Pull each line containing "roads" from the data.

Dataset items
BEGIN
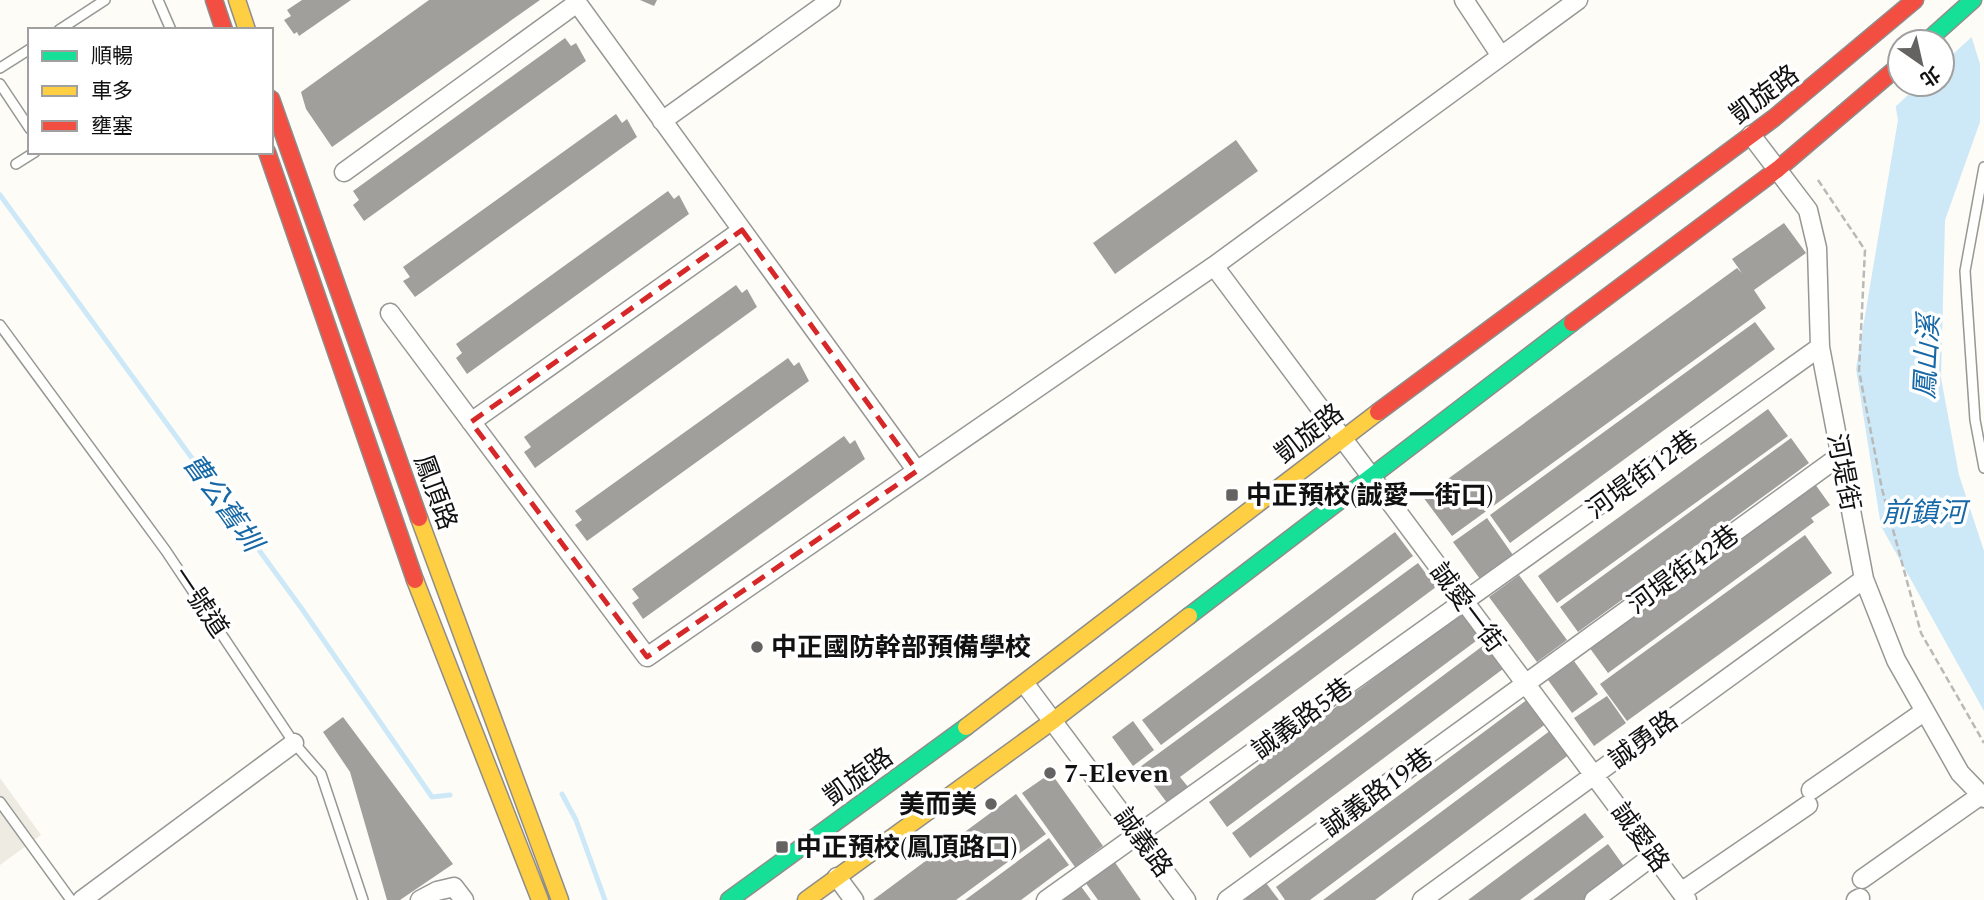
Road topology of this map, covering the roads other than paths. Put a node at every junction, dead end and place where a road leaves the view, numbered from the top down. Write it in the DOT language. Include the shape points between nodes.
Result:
graph roads {
  1 [pos="105,0"];
  2 [pos="158,0"];
  3 [pos="214,0"];
  4 [pos="237,0"];
  5 [pos="831,0"];
  6 [pos="1464,0"];
  7 [pos="1577,0"];
  8 [pos="1915,0"];
  9 [pos="1973,0"];
  10 [pos="576,1"];
  11 [pos="62,28"];
  12 [pos="170,28"];
  13 [pos="223,28"];
  14 [pos="246,28"];
  15 [pos="1942,28"];
  16 [pos="28,50"];
  17 [pos="1501,56"];
  18 [pos="0,68"];
  19 [pos="1886,77"];
  20 [pos="0,83"];
  21 [pos="273,105"];
  22 [pos="663,121"];
  23 [pos="28,126"];
  24 [pos="1751,135"];
  25 [pos="33,154"];
  26 [pos="268,154"];
  27 [pos="16,164"];
  28 [pos="1984,167"];
  29 [pos="1778,169"];
  30 [pos="344,172"];
  31 [pos="742,230"];
  32 [pos="1214,266"];
  33 [pos="390,313"];
  34 [pos="0,325"];
  35 [pos="1821,347"];
  36 [pos="471,422"];
  37 [pos="1341,439"];
  38 [pos="1841,455"];
  39 [pos="1984,468"];
  40 [pos="917,471"];
  41 [pos="1369,476"];
  42 [pos="1864,579"];
  43 [pos="1465,602"];
  44 [pos="1526,683"];
  45 [pos="1025,684"];
  46 [pos="1925,712"];
  47 [pos="1054,720"];
  48 [pos="294,743"];
  49 [pos="1595,774"];
  50 [pos="1982,796"];
  51 [pos="0,802"];
  52 [pos="1139,835"];
  53 [pos="1654,855"];
  54 [pos="837,877"];
  55 [pos="1862,878"];
  56 [pos="1684,896"];
  57 [pos="71,900"];
  58 [pos="82,900"];
  59 [pos="363,900"];
  60 [pos="420,900"];
  61 [pos="464,900"];
  62 [pos="540,900"];
  63 [pos="560,900"];
  64 [pos="730,900"];
  65 [pos="806,900"];
  66 [pos="853,900"];
  67 [pos="1046,900"];
  68 [pos="1186,900"];
  69 [pos="1227,900"];
  70 [pos="1422,900"];
  71 [pos="1594,900"];
  1 -- 11 [label="lane"];
  2 -- 12 [label="lane"];
  3 -- 13 [label="street"];
  4 -- 14 [label="street"];
  5 -- 22 [label="street"];
  6 -- 17 [label="street"];
  7 -- 17 [label="street"];
  8 -- 24 [label="street, 凱旋路"];
  9 -- 15 [label="street"];
  10 -- 22 [label="street"];
  10 -- 30 [label="street"];
  16 -- 18 [label="lane"];
  17 -- 32 [label="street"];
  19 -- 29 [label="street"];
  20 -- 23 [label="lane"];
  21 -- 63 [label="street, 鳳頂路"];
  22 -- 31 [label="street"];
  24 -- 29 [label="street, 河堤街"];
  24 -- 37 [label="street, 凱旋路"];
  25 -- 27 [label="lane"];
  26 -- 62 [label="street, 鳳頂路" via="416,581"];
  28 -- 39 [label="lane" via="1965,271 1975,420"];
  29 -- 35 [label="street, 河堤街" via="1808,210 1814,235"];
  29 -- 41 [label="street"];
  31 -- 36 [label="street"];
  31 -- 40 [label="street"];
  32 -- 37 [label="street, 誠愛一街"];
  32 -- 40 [label="street"];
  33 -- 36 [label="street"];
  34 -- 48 [label="lane, 一號道" via="166,551"];
  35 -- 38 [label="street, 河堤街"];
  35 -- 43 [label="street, 河堤街12巷"];
  36 -- 40 [label="street" via="647,657"];
  37 -- 41 [label="street, 誠愛一街"];
  37 -- 45 [label="street, 凱旋路"];
  38 -- 42 [label="street, 河堤街"];
  38 -- 44 [label="street, 河堤街42巷"];
  41 -- 43 [label="street, 誠愛一街"];
  41 -- 47 [label="street"];
  42 -- 46 [label="street, 河堤街" via="1896,660"];
  42 -- 49 [label="street, 誠勇路"];
  43 -- 44 [label="street, 誠愛一街"];
  43 -- 52 [label="street, 誠義路5巷"];
  44 -- 49 [label="street, 誠愛一街"];
  44 -- 69 [label="street, 誠義路19巷"];
  45 -- 47 [label="street, 誠義路"];
  45 -- 64 [label="street, 凱旋路"];
  46 -- 50 [label="street, 河堤街" via="1960,773"];
  46 -- 56 [label="street"];
  47 -- 52 [label="street, 誠義路"];
  47 -- 54 [label="street"];
  48 -- 58 [label="street"];
  48 -- 59 [label="lane, 一號道" via="321,774"];
  49 -- 53 [label="street, 誠愛路"];
  49 -- 70 [label="street, 誠勇路"];
  50 -- 55 [label="street"];
  51 -- 57 [label="lane"];
  52 -- 67 [label="street, 誠義路5巷"];
  52 -- 68 [label="street, 誠義路"];
  53 -- 56 [label="street, 誠愛路"];
  53 -- 71 [label="street"];
  54 -- 65 [label="street"];
  54 -- 66 [label="street"];
  60 -- 61 [label="street" via="454,887"];
}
END
## Task answer:
Road topology of this map, covering the roads other than paths. Put a node at every junction, dead end and place where a road leaves the view, numbered from the top down. Write it in the DOT language. Include the shape points between nodes.
graph roads {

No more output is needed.